### Task requirements
Lines holding the word "pinky" are the ones to copy from the data below.

### Body or hand keypoint data
+++

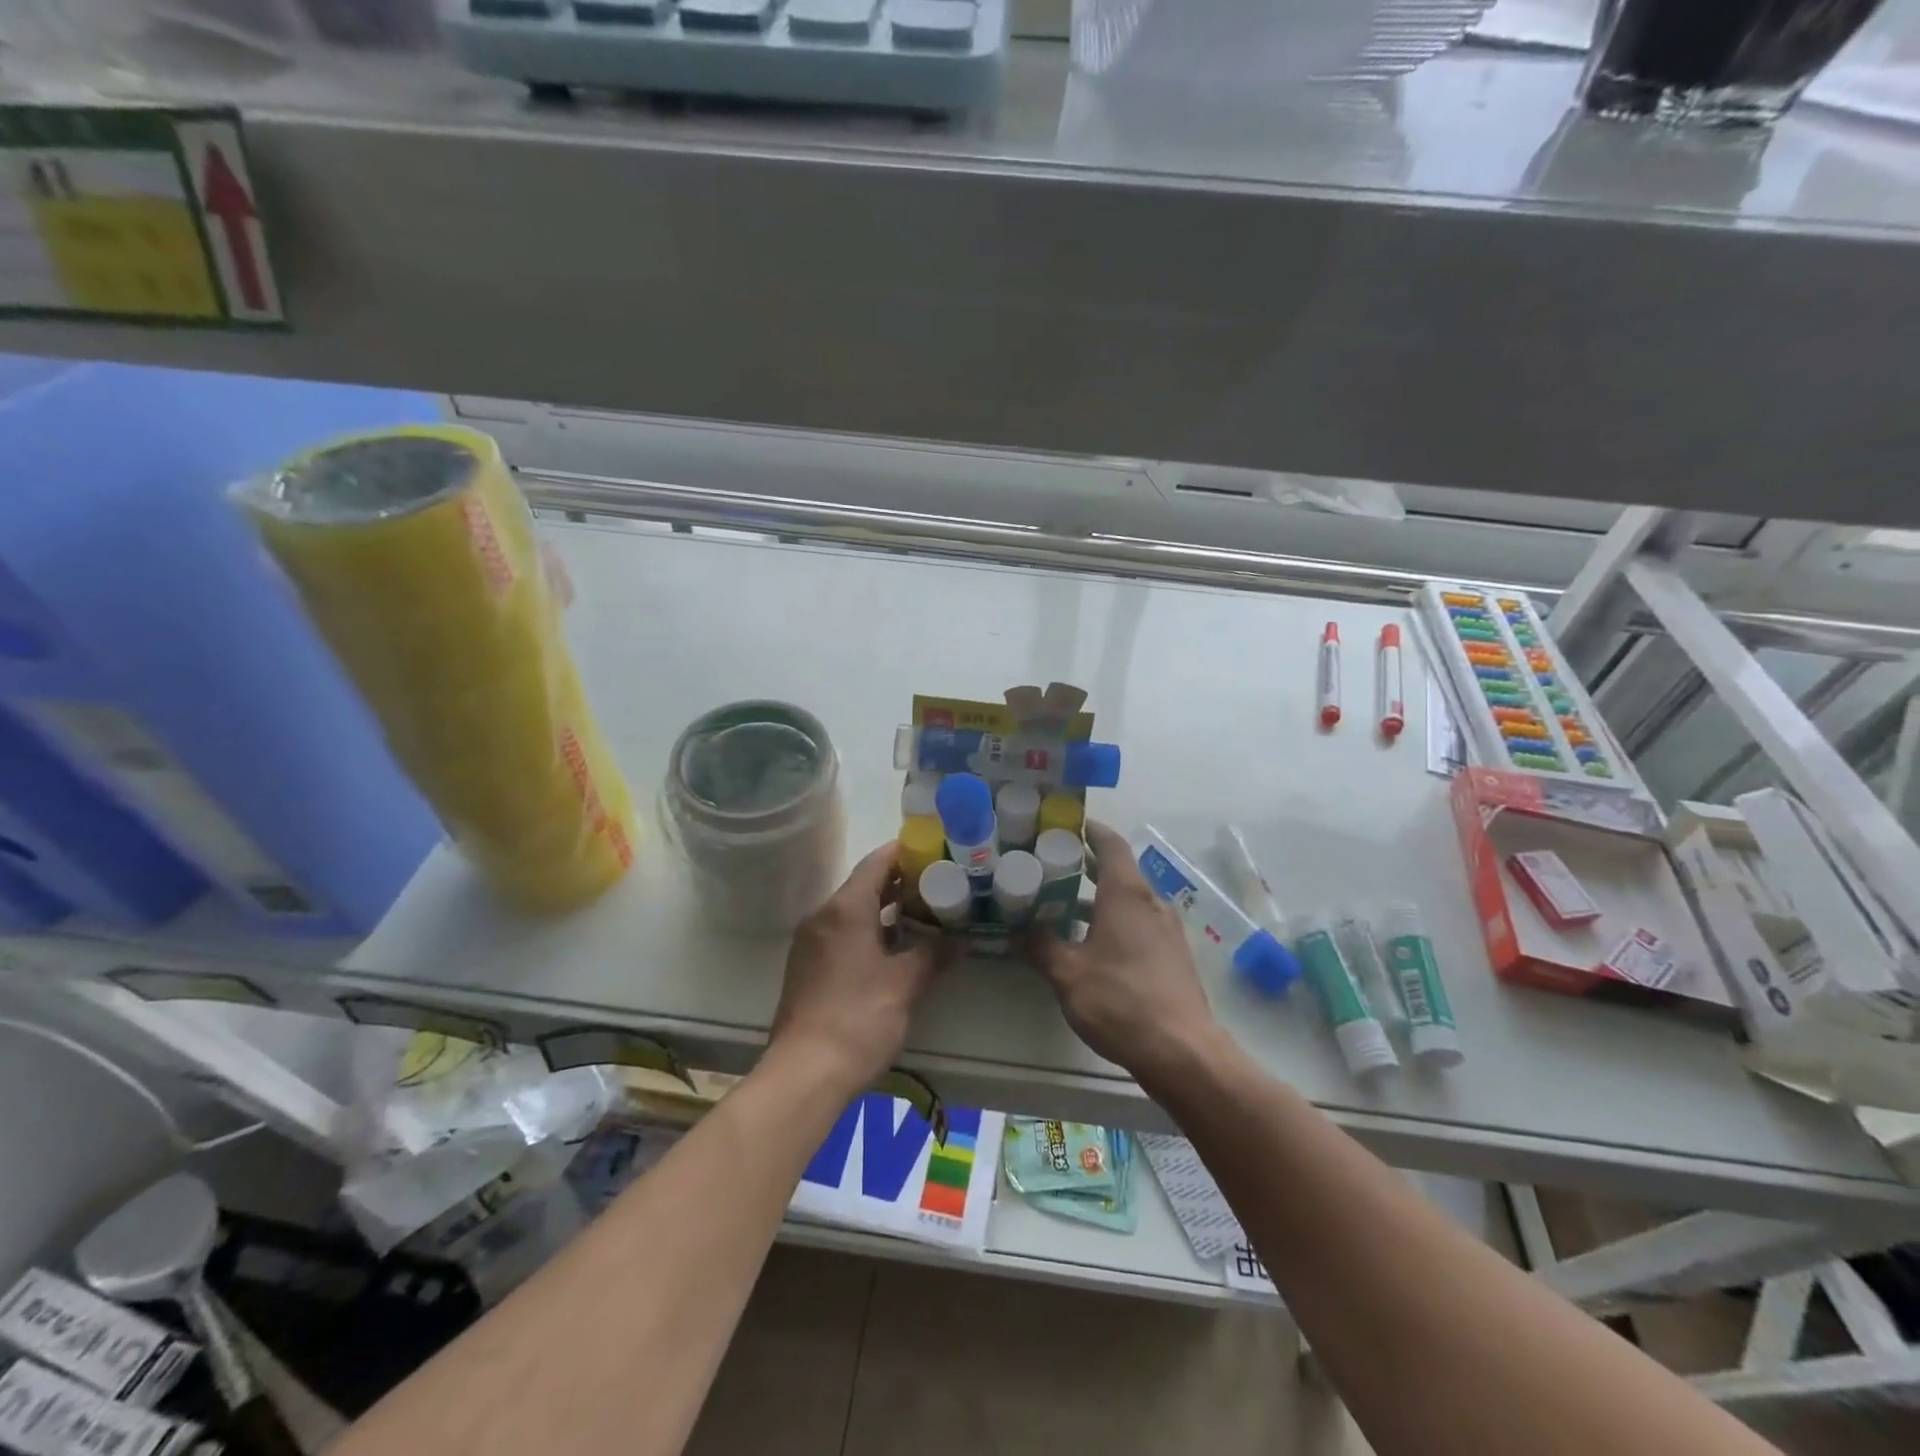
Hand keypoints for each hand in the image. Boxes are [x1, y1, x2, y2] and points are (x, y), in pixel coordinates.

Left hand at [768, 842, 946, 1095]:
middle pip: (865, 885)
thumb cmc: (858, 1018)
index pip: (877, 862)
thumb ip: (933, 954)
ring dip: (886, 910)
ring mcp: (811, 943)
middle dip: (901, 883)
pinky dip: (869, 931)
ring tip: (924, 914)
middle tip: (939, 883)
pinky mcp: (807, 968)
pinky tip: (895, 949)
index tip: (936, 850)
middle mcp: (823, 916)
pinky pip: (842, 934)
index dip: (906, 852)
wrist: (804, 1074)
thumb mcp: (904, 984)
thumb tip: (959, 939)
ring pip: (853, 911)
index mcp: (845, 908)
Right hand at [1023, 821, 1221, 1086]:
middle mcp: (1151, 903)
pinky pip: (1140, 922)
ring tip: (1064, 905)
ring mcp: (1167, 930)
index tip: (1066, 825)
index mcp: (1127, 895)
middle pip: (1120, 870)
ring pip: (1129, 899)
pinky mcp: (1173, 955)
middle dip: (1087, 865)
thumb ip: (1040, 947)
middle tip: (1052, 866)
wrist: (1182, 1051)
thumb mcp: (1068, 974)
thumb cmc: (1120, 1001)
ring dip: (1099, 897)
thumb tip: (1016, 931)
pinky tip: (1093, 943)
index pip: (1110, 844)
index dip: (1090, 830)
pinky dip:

+++

### Task answer
pinky dip: (869, 931)
pinky mcp: (807, 968)
pinky tip: (895, 949)
pinky pip: (842, 934)
pinky pip: (1140, 922)
pinky mcp: (1173, 955)
pinky tip: (1093, 943)
pinky dip:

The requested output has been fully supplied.